Close the loophole that excludes unpaid interns from safety rights

Posted on in Debates – Opinion/Editorials – A March 2013 ministerial briefing note warns that interns who don’t get paid also don’t get health and safety rights.
Oct 21 2013.   Editorial

For student interns struggling to get job experience, it’s not unusual to be given the most menial of tasks — all to be performed for free. Indeed one young woman doing a high school internship program found herself cleaning toilets in a Toronto airport hotel, experience that was, apparently, related to her interest in the hotel management industry.

Providing free labour like this is, unfortunately, an increasingly common way to get coveted work experience. And while it’s fair to say that a little hard (and unpaid) work doesn’t necessarily hurt, it’s also true that the students providing this free labour should be covered by the same health and safety laws as paid employees. Trouble is, many are not.

As the Star’s Zoe McKnight reports, the Ministry of Labour was warned last March that a legislative loophole in the Occupational Health and Safety Act excludes some interns from province-wide health and safety rules. Indeed, a ministerial briefing note, uncovered through a freedom of information request, warned that the Act defines a “worker” as a person who is paid, thus marginalizing the free interns once again.

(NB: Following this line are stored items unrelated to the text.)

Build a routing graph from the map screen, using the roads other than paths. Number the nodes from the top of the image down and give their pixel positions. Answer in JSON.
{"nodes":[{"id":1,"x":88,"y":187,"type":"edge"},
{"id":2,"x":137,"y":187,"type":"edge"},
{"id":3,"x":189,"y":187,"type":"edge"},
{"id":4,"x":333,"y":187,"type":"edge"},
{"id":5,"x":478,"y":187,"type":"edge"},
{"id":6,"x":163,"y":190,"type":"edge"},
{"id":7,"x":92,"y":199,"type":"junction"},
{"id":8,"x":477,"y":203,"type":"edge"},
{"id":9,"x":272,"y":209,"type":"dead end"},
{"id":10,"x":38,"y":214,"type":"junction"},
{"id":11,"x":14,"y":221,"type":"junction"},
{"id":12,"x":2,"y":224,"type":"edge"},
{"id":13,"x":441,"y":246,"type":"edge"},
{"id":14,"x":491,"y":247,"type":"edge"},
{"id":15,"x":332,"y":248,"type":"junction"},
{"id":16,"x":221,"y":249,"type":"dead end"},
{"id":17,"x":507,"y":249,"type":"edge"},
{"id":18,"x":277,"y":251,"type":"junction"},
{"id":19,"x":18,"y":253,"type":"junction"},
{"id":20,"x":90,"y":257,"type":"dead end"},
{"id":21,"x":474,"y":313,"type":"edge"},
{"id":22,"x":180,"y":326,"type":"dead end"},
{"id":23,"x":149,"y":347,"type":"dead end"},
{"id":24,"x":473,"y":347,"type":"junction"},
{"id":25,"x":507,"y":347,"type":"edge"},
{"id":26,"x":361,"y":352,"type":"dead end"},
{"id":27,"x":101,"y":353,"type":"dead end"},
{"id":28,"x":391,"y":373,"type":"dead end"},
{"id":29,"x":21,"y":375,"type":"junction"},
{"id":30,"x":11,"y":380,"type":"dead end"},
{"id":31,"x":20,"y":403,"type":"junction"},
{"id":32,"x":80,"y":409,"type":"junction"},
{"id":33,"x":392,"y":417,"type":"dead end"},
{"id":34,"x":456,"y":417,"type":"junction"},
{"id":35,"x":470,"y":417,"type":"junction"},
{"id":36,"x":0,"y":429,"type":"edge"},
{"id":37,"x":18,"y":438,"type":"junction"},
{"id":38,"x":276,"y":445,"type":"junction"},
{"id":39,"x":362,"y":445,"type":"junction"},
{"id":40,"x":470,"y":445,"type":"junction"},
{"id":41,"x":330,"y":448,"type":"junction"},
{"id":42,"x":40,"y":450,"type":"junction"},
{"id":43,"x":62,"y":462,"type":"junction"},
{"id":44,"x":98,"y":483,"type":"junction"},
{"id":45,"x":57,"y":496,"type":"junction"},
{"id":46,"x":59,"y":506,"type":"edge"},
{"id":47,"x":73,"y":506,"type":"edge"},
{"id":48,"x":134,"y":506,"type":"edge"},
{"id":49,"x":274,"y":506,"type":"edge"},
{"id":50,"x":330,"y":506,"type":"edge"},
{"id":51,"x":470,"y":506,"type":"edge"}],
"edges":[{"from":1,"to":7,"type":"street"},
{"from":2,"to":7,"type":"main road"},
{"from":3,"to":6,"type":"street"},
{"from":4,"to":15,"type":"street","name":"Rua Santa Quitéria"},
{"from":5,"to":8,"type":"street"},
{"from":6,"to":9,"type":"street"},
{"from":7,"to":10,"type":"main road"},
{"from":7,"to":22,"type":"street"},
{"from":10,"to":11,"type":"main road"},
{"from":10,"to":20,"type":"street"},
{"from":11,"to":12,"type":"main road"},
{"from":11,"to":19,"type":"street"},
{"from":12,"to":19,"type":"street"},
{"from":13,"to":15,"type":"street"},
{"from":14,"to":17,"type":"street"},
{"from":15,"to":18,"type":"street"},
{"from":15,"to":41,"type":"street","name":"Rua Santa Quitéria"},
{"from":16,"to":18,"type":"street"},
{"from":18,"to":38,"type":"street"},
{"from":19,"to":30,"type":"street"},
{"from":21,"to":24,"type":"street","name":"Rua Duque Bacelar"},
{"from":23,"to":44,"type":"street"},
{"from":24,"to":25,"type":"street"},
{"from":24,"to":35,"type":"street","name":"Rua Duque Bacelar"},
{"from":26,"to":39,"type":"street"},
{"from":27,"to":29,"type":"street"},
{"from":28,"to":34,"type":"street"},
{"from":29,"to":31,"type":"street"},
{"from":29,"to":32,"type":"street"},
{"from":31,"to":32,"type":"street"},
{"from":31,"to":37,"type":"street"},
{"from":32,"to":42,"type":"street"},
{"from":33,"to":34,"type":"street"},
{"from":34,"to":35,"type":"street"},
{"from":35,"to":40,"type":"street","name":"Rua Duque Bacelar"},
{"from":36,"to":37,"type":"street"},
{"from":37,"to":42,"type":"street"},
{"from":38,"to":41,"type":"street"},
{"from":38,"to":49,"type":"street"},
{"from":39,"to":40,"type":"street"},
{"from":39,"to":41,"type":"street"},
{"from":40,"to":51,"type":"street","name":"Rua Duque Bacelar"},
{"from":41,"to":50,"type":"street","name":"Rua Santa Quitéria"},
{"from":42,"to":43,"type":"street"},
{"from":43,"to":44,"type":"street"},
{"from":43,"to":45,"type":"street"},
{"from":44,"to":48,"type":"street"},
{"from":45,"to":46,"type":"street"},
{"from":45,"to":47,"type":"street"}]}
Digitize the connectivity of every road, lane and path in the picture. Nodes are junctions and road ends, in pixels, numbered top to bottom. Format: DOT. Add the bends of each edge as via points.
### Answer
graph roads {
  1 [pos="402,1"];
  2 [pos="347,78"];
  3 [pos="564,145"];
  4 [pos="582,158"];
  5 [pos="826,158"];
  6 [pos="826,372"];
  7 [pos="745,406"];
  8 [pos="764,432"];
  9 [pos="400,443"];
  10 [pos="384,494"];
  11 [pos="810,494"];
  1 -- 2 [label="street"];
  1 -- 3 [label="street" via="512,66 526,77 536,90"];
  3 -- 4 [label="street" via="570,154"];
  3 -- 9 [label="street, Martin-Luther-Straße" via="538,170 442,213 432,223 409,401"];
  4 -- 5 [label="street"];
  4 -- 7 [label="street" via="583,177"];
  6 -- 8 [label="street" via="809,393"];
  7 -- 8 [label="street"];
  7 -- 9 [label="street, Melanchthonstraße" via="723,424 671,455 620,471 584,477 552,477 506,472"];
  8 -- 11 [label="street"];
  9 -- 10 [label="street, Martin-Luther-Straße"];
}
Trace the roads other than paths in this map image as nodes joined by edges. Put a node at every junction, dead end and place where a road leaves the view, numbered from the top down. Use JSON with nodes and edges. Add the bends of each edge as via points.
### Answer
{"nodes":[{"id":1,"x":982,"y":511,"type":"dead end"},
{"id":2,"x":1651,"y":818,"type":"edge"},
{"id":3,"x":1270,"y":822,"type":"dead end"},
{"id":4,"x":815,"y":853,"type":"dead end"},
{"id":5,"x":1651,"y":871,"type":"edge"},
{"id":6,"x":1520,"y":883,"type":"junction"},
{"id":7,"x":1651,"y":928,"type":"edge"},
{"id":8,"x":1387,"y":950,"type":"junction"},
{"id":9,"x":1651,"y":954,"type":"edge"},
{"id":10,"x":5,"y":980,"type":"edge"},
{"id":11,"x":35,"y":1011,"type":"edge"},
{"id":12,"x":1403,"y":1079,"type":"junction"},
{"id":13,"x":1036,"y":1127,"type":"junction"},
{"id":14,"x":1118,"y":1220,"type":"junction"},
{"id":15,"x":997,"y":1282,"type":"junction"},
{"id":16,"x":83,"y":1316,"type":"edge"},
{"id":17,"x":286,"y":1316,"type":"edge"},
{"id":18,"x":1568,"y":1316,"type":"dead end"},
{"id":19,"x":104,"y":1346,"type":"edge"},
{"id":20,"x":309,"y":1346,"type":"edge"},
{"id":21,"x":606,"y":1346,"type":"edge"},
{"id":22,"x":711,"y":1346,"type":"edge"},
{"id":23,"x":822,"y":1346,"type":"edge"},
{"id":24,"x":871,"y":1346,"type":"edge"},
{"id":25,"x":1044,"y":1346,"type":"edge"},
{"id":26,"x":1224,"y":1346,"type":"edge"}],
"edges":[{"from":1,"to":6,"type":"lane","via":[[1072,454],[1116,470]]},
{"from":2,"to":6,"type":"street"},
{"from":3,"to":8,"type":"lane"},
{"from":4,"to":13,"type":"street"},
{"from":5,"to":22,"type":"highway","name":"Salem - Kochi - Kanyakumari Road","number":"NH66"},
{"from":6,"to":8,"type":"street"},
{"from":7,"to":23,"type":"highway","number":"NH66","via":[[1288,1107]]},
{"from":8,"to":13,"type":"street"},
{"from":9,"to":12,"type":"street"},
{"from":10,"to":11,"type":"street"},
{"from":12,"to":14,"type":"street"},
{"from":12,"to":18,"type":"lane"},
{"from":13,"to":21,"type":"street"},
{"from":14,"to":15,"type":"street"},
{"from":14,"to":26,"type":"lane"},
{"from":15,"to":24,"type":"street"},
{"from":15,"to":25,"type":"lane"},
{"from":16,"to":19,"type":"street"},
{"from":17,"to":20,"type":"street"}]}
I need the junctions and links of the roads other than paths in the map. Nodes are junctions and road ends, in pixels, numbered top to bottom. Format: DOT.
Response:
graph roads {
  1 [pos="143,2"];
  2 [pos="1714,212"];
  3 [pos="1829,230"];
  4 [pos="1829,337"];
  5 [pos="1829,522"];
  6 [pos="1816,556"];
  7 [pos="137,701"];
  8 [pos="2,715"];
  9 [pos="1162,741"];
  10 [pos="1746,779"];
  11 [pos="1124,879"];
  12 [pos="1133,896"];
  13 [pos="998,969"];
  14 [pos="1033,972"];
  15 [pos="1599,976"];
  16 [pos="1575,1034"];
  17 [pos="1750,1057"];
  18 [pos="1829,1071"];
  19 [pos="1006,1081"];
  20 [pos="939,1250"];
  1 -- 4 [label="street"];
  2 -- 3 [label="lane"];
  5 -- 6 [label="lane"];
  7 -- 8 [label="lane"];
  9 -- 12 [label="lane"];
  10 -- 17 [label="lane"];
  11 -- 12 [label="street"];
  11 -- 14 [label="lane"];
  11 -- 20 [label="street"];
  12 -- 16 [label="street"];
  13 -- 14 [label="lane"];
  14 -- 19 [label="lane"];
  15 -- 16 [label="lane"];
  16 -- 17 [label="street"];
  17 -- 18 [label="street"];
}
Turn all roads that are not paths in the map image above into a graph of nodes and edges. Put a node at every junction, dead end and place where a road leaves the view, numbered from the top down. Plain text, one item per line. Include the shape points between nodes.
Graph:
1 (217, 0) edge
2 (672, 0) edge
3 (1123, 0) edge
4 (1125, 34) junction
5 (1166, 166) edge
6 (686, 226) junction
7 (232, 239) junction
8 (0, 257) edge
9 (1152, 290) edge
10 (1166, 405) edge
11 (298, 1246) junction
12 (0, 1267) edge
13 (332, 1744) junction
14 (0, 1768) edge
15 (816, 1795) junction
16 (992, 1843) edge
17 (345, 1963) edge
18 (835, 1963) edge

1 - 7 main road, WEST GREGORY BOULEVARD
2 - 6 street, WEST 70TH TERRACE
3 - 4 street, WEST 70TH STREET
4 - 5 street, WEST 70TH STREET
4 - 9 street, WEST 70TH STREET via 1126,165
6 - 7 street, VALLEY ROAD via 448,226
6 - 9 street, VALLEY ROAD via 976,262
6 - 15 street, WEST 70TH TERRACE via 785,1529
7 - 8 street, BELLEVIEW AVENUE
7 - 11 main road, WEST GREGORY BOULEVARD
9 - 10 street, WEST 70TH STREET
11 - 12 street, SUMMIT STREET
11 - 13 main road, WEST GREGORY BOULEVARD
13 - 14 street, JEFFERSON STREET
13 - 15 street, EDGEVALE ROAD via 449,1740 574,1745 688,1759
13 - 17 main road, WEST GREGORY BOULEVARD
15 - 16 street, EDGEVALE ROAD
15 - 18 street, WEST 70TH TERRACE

Last week, Ontario Labour Minister Yasir Naqvi quite rightly expressed concern about the loophole and said he is reviewing it. But, given that the warning letter was dated March 27, Naqvi has had ample time to finish his review. He must take the necessary steps to close the loophole. It’s that simple.

Without these health and safety rules, an employer isn’t even required to inform interns of their right to refuse dangerous work. That’s just wrong. It’s worrisome enough that interns are increasingly stuck with unpaid jobs, many of which are arranged by their universities and colleges. What’s unacceptable, however, is that interns are excluded from the safety rights that employees are guaranteed. (These rules don’t guarantee safety: in 2011, 73 Ontario workers died on the job.)

As Deena Ladd, of the Workers’ Action Centre says, when a loophole like this is discovered, the ministry should just “act on it.” She’s right. But as Ladd points out, it’s not just government action that’s required. Universities and colleges should also monitor student interns — at their place of work — to ensure the jobs are both related to education and the interns are being treated properly.

The next generation of workers shouldn’t be placed at risk just because they’re providing labour for free. Ontario must act now to protect them.